• [TASK PROMPT] Print out each entry without alteration, and keep the pictures out.

[[ MATERIALS PROVIDED, beginning ]]

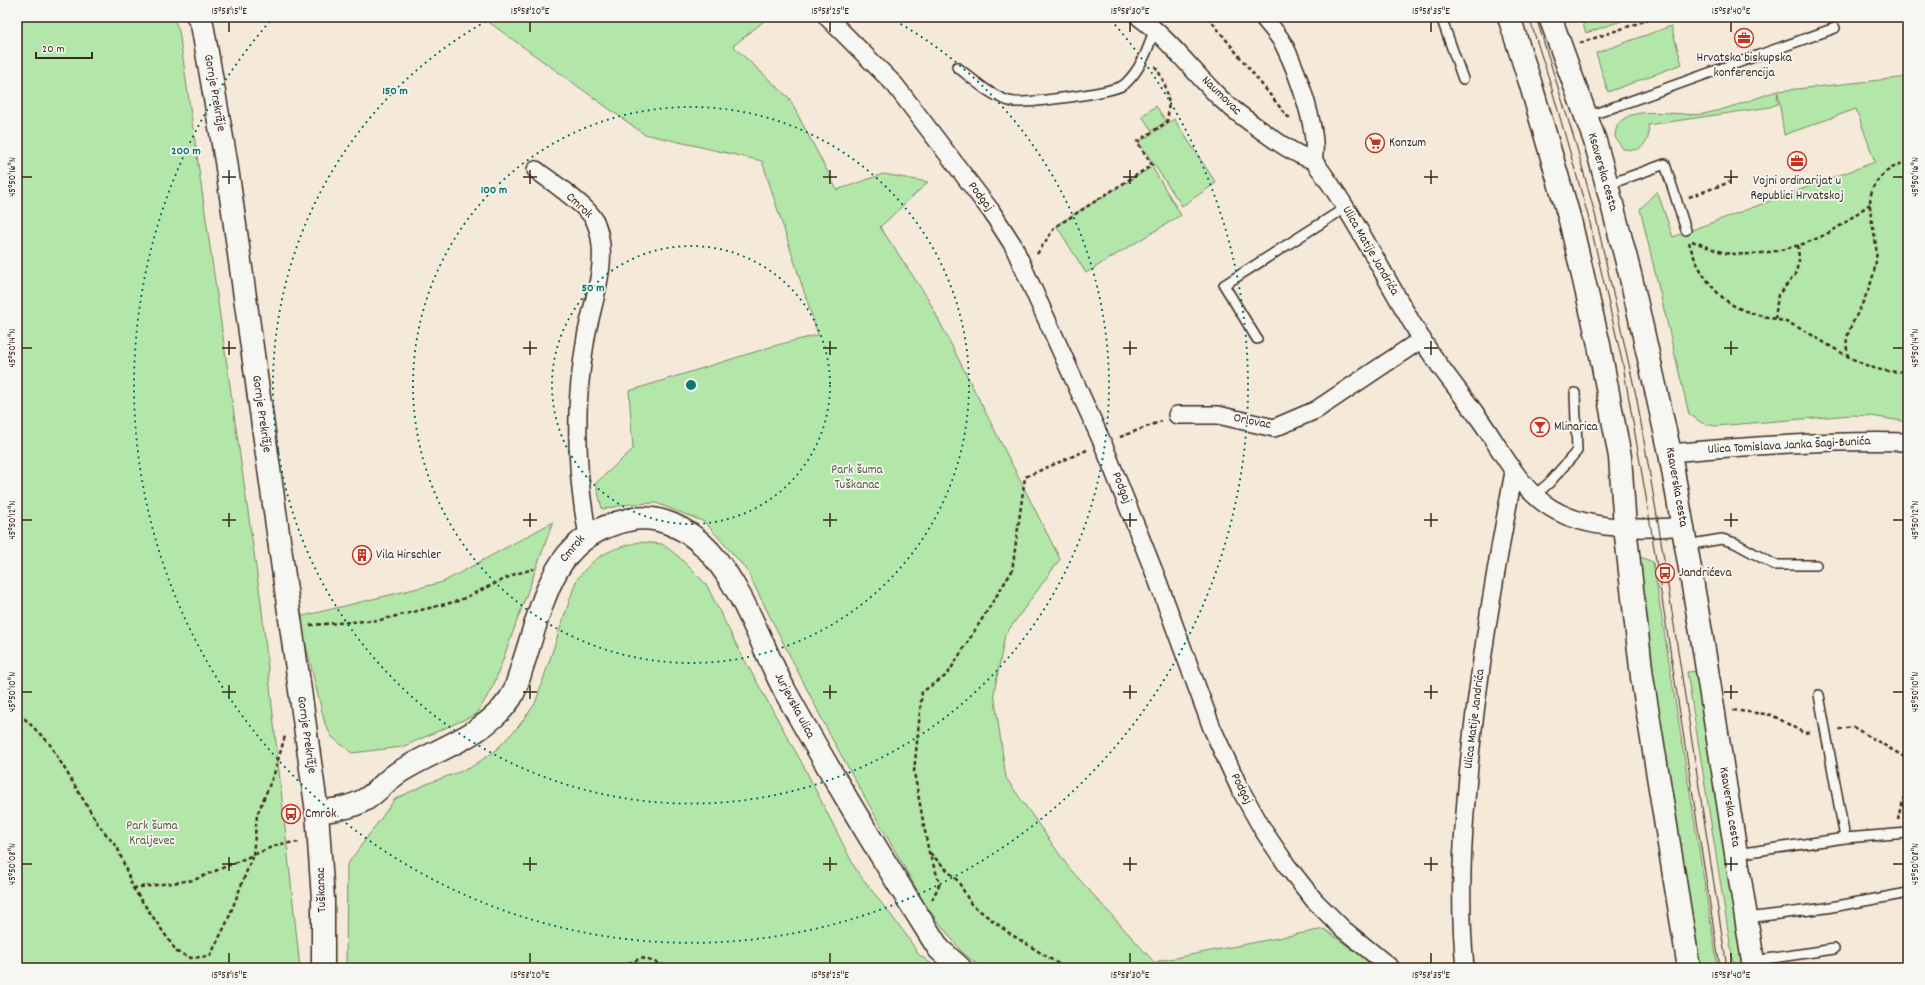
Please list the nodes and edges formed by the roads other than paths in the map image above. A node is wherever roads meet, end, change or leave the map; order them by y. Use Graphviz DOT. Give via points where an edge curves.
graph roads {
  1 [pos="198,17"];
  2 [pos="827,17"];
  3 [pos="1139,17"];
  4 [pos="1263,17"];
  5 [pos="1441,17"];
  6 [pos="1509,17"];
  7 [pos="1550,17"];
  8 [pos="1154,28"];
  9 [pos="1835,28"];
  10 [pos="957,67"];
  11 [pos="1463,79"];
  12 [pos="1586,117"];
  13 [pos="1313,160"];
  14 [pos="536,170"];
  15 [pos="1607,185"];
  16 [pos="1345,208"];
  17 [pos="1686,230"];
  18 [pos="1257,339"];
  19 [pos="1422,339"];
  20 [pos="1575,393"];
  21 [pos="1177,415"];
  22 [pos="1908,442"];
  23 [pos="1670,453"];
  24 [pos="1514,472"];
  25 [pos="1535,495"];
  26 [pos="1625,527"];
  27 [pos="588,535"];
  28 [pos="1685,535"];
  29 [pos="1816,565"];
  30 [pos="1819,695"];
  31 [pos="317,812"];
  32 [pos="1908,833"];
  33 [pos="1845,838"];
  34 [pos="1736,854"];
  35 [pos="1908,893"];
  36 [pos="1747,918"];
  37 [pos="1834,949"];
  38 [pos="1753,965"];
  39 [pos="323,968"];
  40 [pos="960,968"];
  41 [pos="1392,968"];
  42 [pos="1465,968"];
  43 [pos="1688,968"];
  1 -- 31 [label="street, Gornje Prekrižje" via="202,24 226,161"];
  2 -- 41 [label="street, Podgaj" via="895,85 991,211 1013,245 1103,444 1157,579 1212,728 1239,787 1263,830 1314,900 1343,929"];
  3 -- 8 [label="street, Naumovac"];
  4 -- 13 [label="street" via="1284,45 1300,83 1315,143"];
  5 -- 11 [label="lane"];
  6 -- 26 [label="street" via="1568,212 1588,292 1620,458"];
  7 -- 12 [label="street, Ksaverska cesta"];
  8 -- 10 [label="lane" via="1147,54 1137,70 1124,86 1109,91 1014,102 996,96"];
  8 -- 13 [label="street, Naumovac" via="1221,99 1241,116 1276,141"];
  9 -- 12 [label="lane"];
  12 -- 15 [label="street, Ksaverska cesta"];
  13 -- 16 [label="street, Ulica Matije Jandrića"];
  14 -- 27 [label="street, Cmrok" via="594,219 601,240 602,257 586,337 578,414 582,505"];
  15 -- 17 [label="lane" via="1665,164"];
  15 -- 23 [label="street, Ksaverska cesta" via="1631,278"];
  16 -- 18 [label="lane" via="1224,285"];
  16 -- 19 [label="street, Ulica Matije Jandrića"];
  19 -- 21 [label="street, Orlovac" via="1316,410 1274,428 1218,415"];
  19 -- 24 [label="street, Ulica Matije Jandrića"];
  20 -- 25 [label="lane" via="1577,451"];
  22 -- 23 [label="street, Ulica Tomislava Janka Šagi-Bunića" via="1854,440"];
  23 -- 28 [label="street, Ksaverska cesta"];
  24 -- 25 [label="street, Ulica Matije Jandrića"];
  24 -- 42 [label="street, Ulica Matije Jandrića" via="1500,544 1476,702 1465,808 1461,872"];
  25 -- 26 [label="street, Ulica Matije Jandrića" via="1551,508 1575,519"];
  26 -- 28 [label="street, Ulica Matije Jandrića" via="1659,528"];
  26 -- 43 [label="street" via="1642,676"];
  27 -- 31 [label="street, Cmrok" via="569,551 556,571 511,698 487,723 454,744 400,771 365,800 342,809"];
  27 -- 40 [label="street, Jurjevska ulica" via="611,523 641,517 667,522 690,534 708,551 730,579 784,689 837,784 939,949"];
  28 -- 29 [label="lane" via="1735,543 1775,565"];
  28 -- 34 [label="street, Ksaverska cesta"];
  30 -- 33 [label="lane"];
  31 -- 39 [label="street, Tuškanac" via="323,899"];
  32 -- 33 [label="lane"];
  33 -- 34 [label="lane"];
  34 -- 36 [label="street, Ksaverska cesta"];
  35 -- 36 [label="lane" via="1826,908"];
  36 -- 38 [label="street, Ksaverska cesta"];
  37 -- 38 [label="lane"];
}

[[ MATERIALS PROVIDED, end ]]

• [ANSWER BELOW]
Please list the nodes and edges formed by the roads other than paths in the map image above. A node is wherever roads meet, end, change or leave the map; order them by y. Use Graphviz DOT. Give via points where an edge curves.
graph roads {
  1 [pos="198,17"];
  2 [pos="827,17"];
  3 [pos="1139,17"];
  4 [pos="1263,17"];
  5 [pos="1441,17"];
  6 [pos="1509,17"];
  7 [pos="1550,17"];
  8 [pos="1154,28"];
  9 [pos="1835,28"];
  10 [pos="957,67"];
  11 [pos="1463,79"];
  12 [pos="1586,117"];
  13 [pos="1313,160"];
  14 [pos="536,170"];
  15 [pos="1607,185"];
  16 [pos="1345,208"];
  17 [pos="1686,230"];
  18 [pos="1257,339"];
  19 [pos="1422,339"];
  20 [pos="1575,393"];
  21 [pos="1177,415"];
  22 [pos="1908,442"];
  23 [pos="1670,453"];
  24 [pos="1514,472"];
  25 [pos="1535,495"];
  26 [pos="1625,527"];
  27 [pos="588,535"];
  28 [pos="1685,535"];
  29 [pos="1816,565"];
  30 [pos="1819,695"];
  31 [pos="317,812"];
  32 [pos="1908,833"];
  33 [pos="1845,838"];
  34 [pos="1736,854"];
  35 [pos="1908,893"];
  36 [pos="1747,918"];
  37 [pos="1834,949"];
  38 [pos="1753,965"];
  39 [pos="323,968"];
  40 [pos="960,968"];
  41 [pos="1392,968"];
  42 [pos="1465,968"];
  43 [pos="1688,968"];
  1 -- 31 [label="street, Gornje Prekrižje" via="202,24 226,161"];
  2 -- 41 [label="street, Podgaj" via="895,85 991,211 1013,245 1103,444 1157,579 1212,728 1239,787 1263,830 1314,900 1343,929"];
  3 -- 8 [label="street, Naumovac"];
  4 -- 13 [label="street" via="1284,45 1300,83 1315,143"];
  5 -- 11 [label="lane"];
  6 -- 26 [label="street" via="1568,212 1588,292 1620,458"];
  7 -- 12 [label="street, Ksaverska cesta"];
  8 -- 10 [label="lane" via="1147,54 1137,70 1124,86 1109,91 1014,102 996,96"];
  8 -- 13 [label="street, Naumovac" via="1221,99 1241,116 1276,141"];
  9 -- 12 [label="lane"];
  12 -- 15 [label="street, Ksaverska cesta"];
  13 -- 16 [label="street, Ulica Matije Jandrića"];
  14 -- 27 [label="street, Cmrok" via="594,219 601,240 602,257 586,337 578,414 582,505"];
  15 -- 17 [label="lane" via="1665,164"];
  15 -- 23 [label="street, Ksaverska cesta" via="1631,278"];
  16 -- 18 [label="lane" via="1224,285"];
  16 -- 19 [label="street, Ulica Matije Jandrića"];
  19 -- 21 [label="street, Orlovac" via="1316,410 1274,428 1218,415"];
  19 -- 24 [label="street, Ulica Matije Jandrića"];
  20 -- 25 [label="lane" via="1577,451"];
  22 -- 23 [label="street, Ulica Tomislava Janka Šagi-Bunića" via="1854,440"];
  23 -- 28 [label="street, Ksaverska cesta"];
  24 -- 25 [label="street, Ulica Matije Jandrića"];
  24 -- 42 [label="street, Ulica Matije Jandrića" via="1500,544 1476,702 1465,808 1461,872"];
  25 -- 26 [label="street, Ulica Matije Jandrića" via="1551,508 1575,519"];
  26 -- 28 [label="street, Ulica Matije Jandrića" via="1659,528"];
  26 -- 43 [label="street" via="1642,676"];
  27 -- 31 [label="street, Cmrok" via="569,551 556,571 511,698 487,723 454,744 400,771 365,800 342,809"];
  27 -- 40 [label="street, Jurjevska ulica" via="611,523 641,517 667,522 690,534 708,551 730,579 784,689 837,784 939,949"];
  28 -- 29 [label="lane" via="1735,543 1775,565"];
  28 -- 34 [label="street, Ksaverska cesta"];
  30 -- 33 [label="lane"];
  31 -- 39 [label="street, Tuškanac" via="323,899"];
  32 -- 33 [label="lane"];
  33 -- 34 [label="lane"];
  34 -- 36 [label="street, Ksaverska cesta"];
  35 -- 36 [label="lane" via="1826,908"];
  36 -- 38 [label="street, Ksaverska cesta"];
  37 -- 38 [label="lane"];
}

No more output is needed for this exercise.